Looking through the material below, say how many lines contain the string "North" and add nothing more.

- Opening Delimiter -

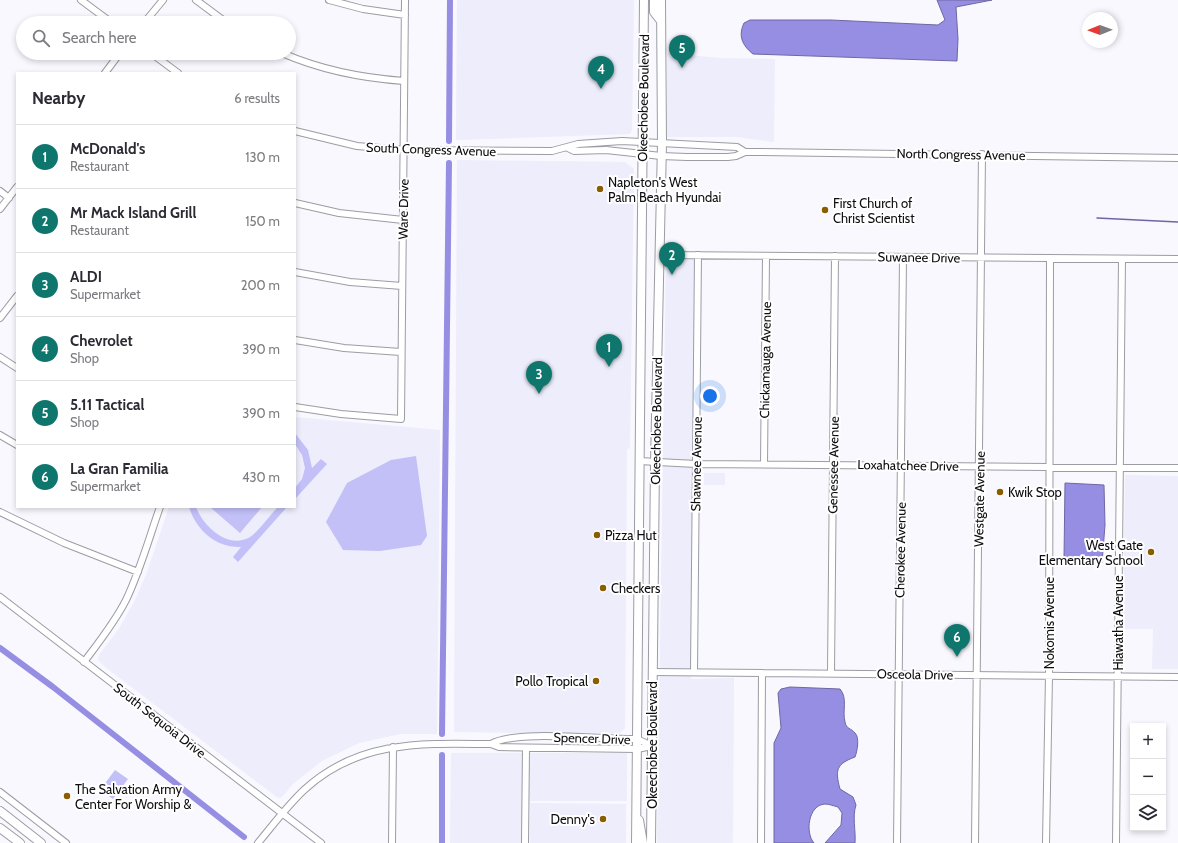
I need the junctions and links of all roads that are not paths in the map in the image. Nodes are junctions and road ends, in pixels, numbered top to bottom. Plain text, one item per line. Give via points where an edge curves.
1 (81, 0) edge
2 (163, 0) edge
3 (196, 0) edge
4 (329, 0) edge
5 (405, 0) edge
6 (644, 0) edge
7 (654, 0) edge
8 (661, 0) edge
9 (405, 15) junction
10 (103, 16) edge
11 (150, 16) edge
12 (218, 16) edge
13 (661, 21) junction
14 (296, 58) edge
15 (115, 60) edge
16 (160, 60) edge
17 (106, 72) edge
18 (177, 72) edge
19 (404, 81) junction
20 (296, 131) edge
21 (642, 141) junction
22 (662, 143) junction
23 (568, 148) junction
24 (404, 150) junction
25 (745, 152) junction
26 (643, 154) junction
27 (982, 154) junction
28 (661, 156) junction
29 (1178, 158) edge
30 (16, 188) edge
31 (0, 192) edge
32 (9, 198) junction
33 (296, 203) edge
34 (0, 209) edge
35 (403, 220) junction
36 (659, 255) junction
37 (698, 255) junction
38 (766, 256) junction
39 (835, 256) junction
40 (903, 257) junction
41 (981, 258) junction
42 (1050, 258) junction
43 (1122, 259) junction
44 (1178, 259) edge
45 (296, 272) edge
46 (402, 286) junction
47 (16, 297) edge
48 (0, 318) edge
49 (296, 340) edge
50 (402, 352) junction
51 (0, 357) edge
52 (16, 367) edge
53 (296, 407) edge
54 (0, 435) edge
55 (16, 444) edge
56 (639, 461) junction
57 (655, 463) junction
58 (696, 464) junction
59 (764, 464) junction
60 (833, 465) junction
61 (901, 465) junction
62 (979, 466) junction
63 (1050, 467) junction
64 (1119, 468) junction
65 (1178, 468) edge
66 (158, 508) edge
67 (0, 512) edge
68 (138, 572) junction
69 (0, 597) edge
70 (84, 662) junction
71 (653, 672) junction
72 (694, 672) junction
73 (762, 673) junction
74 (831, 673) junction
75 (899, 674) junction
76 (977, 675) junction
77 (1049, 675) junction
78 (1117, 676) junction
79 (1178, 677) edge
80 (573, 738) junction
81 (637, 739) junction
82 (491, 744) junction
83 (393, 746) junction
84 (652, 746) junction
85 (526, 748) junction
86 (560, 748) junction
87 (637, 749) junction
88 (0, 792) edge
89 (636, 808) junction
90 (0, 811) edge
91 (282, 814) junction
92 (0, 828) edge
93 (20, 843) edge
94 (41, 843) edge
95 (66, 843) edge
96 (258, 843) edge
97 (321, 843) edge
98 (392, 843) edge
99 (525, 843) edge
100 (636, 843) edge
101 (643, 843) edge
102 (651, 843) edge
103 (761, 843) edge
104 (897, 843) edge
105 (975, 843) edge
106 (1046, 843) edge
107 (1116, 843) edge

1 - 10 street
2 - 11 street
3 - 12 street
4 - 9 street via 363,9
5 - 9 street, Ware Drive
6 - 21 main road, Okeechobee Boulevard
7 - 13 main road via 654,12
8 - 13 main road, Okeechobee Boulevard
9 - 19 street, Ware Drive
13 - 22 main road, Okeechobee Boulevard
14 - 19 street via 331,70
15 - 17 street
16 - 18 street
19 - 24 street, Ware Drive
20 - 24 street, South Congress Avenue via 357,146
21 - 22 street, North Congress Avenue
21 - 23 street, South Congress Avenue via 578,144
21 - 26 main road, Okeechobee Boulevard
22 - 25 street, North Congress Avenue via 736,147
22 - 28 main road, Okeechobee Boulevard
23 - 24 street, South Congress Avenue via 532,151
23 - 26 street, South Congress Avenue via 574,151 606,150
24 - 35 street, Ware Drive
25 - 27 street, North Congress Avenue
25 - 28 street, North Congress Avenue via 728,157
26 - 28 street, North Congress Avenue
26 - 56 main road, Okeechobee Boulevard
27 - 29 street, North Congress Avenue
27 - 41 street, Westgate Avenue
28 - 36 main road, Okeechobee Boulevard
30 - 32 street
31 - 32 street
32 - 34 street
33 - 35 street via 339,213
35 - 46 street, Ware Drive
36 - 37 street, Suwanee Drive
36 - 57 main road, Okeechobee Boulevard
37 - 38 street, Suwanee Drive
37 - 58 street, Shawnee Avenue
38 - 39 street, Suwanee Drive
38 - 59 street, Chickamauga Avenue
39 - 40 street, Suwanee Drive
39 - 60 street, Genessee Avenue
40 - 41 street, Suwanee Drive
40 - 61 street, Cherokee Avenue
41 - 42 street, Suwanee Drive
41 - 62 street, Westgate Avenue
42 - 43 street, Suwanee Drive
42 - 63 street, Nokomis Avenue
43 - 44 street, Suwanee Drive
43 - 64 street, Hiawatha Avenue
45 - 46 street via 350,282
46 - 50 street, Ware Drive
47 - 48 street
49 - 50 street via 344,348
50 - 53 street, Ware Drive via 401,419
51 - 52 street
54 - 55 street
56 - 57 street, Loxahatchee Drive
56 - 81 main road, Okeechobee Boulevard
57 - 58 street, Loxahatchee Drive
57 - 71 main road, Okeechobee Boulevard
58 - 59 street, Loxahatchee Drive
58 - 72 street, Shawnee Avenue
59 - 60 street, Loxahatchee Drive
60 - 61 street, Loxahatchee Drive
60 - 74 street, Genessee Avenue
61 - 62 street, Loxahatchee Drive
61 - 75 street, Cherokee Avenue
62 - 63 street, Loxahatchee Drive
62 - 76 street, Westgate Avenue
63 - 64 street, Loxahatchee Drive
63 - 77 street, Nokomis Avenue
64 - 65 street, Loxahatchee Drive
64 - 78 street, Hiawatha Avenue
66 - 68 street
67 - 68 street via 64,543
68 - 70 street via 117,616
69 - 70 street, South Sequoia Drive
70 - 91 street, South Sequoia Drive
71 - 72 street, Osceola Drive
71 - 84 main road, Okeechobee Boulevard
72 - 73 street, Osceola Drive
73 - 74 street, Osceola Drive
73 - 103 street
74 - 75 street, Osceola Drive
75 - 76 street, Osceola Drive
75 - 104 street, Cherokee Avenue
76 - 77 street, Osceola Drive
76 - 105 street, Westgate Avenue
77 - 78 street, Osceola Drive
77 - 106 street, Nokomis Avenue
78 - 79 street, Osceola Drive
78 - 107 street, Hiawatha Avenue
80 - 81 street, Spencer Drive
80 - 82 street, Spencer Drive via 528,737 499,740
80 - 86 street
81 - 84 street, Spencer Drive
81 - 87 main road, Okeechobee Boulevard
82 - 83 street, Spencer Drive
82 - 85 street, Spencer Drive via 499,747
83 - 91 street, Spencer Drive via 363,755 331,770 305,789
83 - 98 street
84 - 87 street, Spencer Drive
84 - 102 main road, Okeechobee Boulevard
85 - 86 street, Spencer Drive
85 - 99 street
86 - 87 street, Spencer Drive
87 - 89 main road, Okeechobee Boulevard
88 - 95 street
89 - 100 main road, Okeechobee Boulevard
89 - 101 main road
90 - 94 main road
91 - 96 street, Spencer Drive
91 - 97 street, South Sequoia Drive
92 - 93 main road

- Closing Delimiter -

> _Output_
6